New PMs often misunderstand the role

  • The job isn't learning tools (Figma, whatever)—it's learning to take ambiguous situations and drive clarity iteratively.
  • Teaching this class revealed that the frameworks (discovery, ideation) are flexible; what matters is the mindset and problem-solving skill.

AI tools for product teams

  • Dovetail (or similar): Automatically summarize user research calls, tag insights, and make them searchable across projects.
  • Early days of AI impact on PM work, but summarization and insight retrieval are already powerful unlocks.

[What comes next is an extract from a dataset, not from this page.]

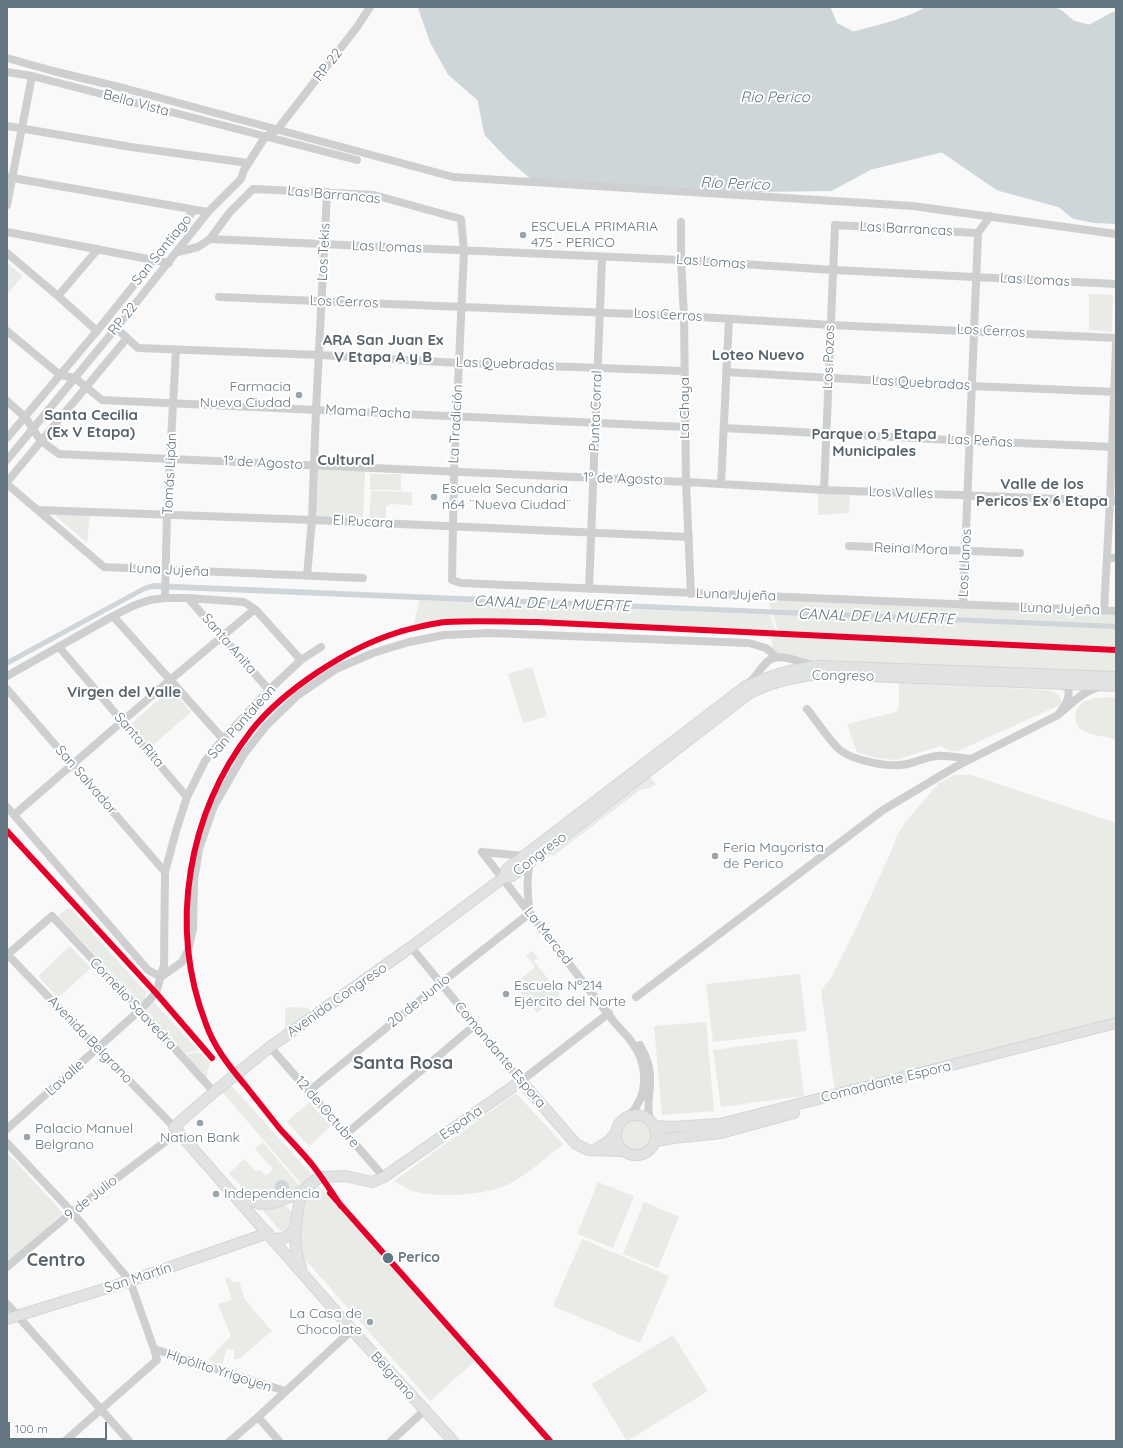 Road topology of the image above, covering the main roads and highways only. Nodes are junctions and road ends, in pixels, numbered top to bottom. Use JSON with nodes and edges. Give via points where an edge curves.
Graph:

Building the mindset: Practical techniques

  • Journaling: Write down all your negative thoughts, then explore why. Question whether the emotion is rational or grounded in something real.
  • Cognitive-behavioral therapy on yourself: Once written, you can separate fact from feeling and decide what to act on.
  • Reframe threats as fun challenges; bring humor into meetings to shift your own mood and the room's energy.
  • Connect with gratitude even for difficult people; name what you learned or admired about them.

Books, media, and influences

  • The Hard Thing About Hard Things by Ben Horowitz—mindset for approaching hard problems.
  • Brandon Sanderson (sci-fi/fantasy): Elite craftsperson; writes extensively on writing and craft.
  • Fallout (TV series): Quirky, unexpected, dystopian—fun escape.
  • Foundation series by Asimov: Complex, rich; worth the initial effort to get into.